Lawyers for NCUA told a federal judge here that the federal agency's June 20 suits against JP Morgan and RBS Securities should not exonerate officers and directors of WesCorp FCU in the 2009 failure of the one-time $34 billion corporate credit union.

“The allegations of the JP Morgan Complaint are not a shield protecting the defendants from further scrutiny of their own culpability for the failure of WesCorp,” the NCUA lawyers asserted in papers posted by the court yesterday.

The WesCorp figures told the court last week the new NCUA suits claiming JP Morgan and RBS Securities misrepresented the sale of risky mortgage-backed securities to the corporate should disprove the agency’s claims of negligence in a multi-billion dollar federal lawsuit brought against them.

The back-and-forth comes as NCUA says it is planning additional suits claiming misrepresentation by underwriters of MBS in the failure of five corporate credit unions, and as Bank of America has agreed to pay $8.5 billion to pay investors who say they were harmed by the sale of MBS. Bank of America is now the parent of Countrywide Financial Corp., which was by far the biggest seller of MBS to WesCorp.

NCUA said the MBS included in the JP Morgan claims only amounted to $50 million of the $6.8 billion of losses that caused the San Dimas, California, corporate to fail. “The purchases of the securities alleged in the JP Morgan Complaint were not a material cause of WesCorp’s failure,” argued the NCUA lawyers. The much bigger cause of the WesCorp failure, according to NCUA, was the concentration of WesCorp’s investments, as much as 70% of the portfolio at one point, in risky MBS.

The WesCorp figures note that the suit filed against JP Morgan Securities alleges that Wall Street firms “misled certain corporate credit unions–including WesCorp–into purchasing AAA-rated residential mortgage-backed securities by making misrepresentations and omissions in registration statements, prospectuses and prospectus supplements.”

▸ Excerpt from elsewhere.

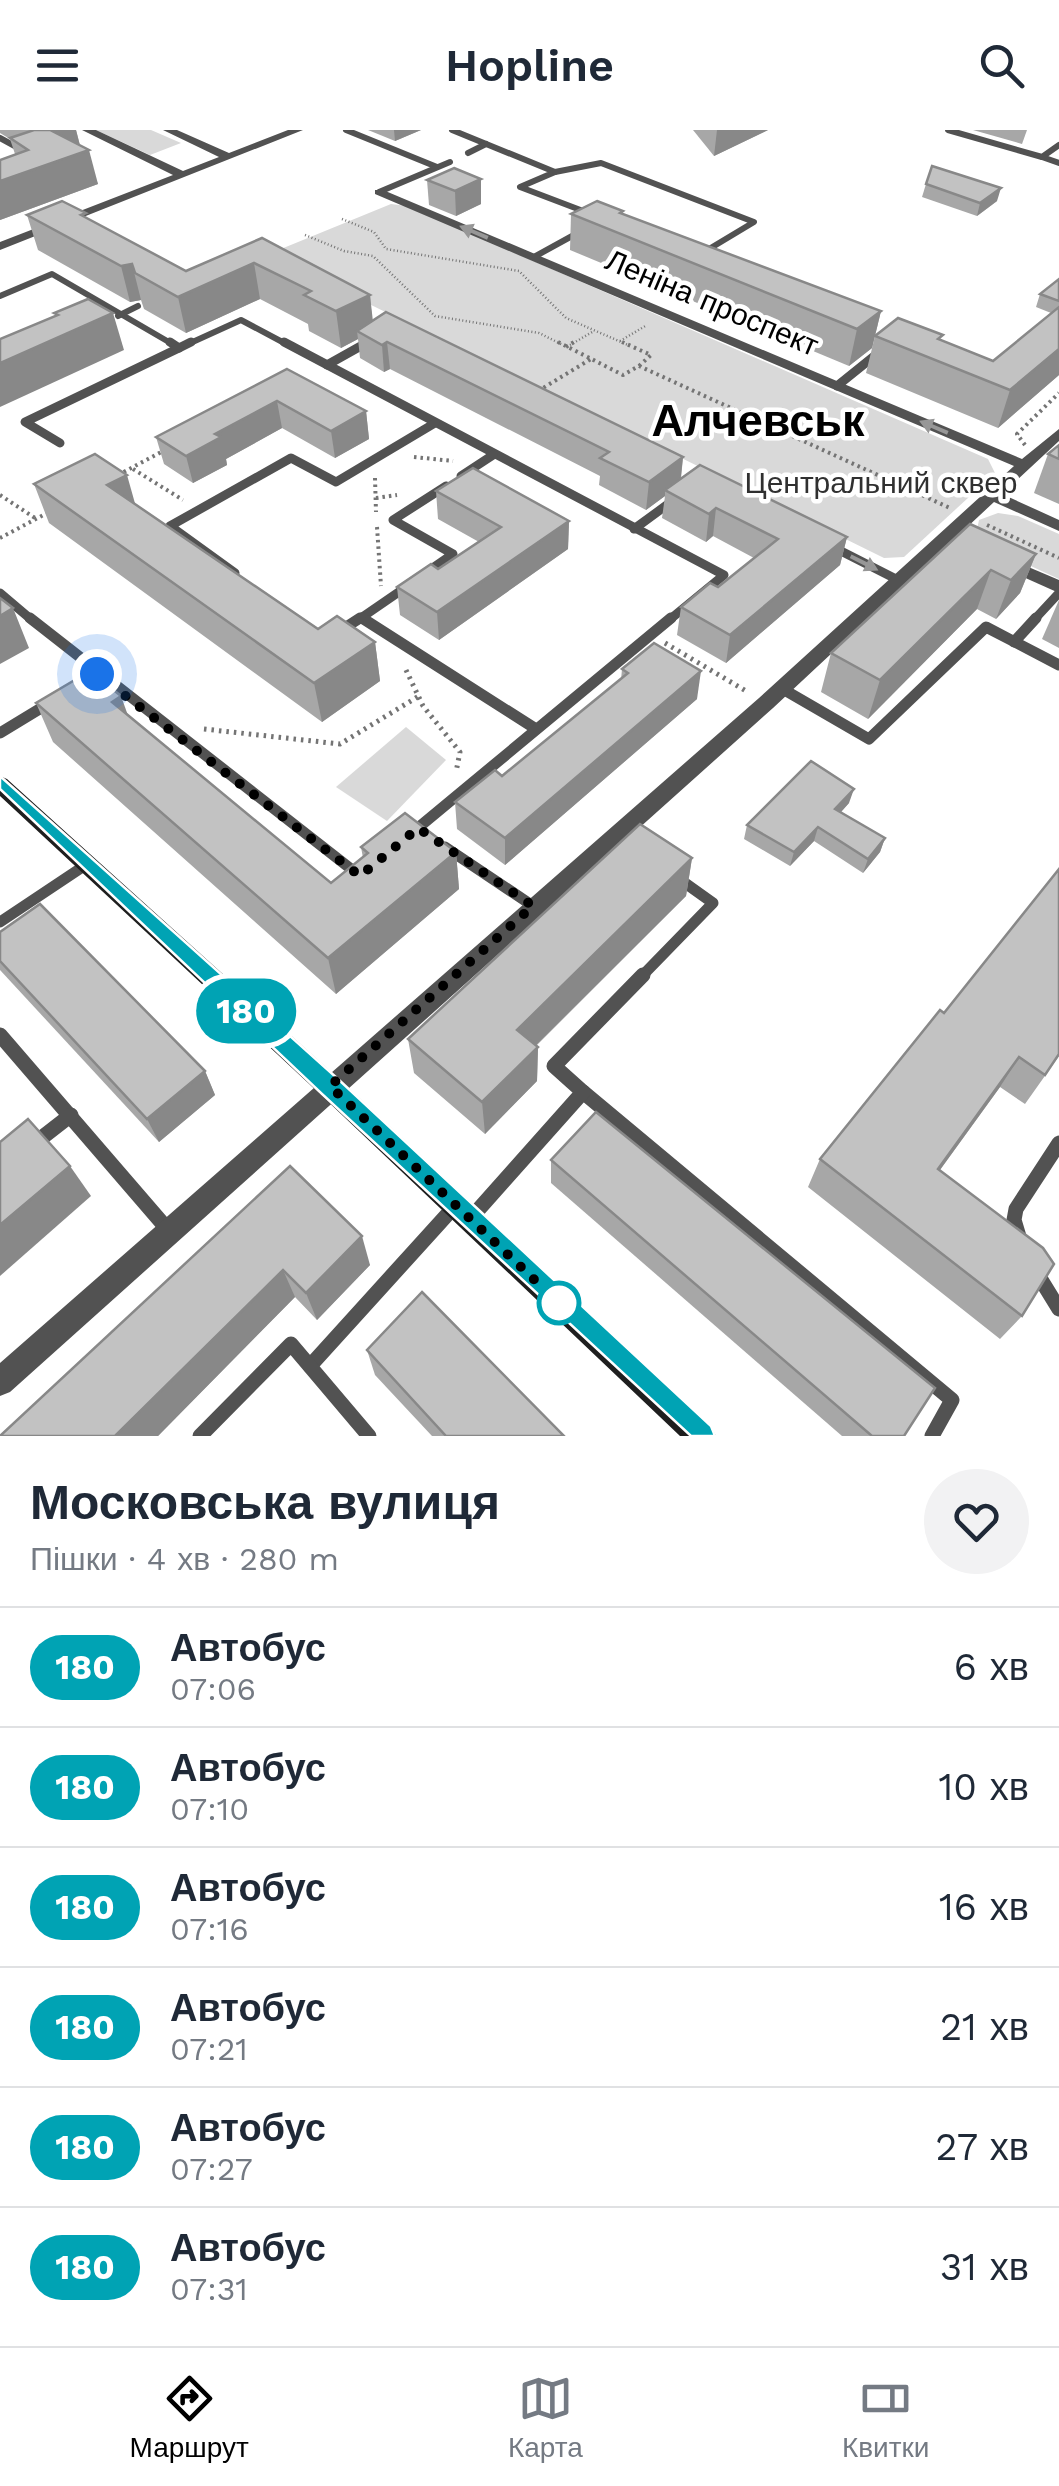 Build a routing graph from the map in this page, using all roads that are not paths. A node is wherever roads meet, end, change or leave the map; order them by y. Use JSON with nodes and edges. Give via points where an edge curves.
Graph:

WesCorp was one of two corporates–U.S. Central was the other–where NCUA had a full-time examiner on site five days a week.

NCUA is still working to resolve the failure of WesCorp and the four other corporates: U.S. Central FCU, Members United Corporate FCU, Southwest Corporate FCU and Constitution Corporate FCU. NCUA has pegged the losses at WesCorp at almost $7 billion, at U.S. Central at more than $5 billion and at the other three corporates at $1.5 billion.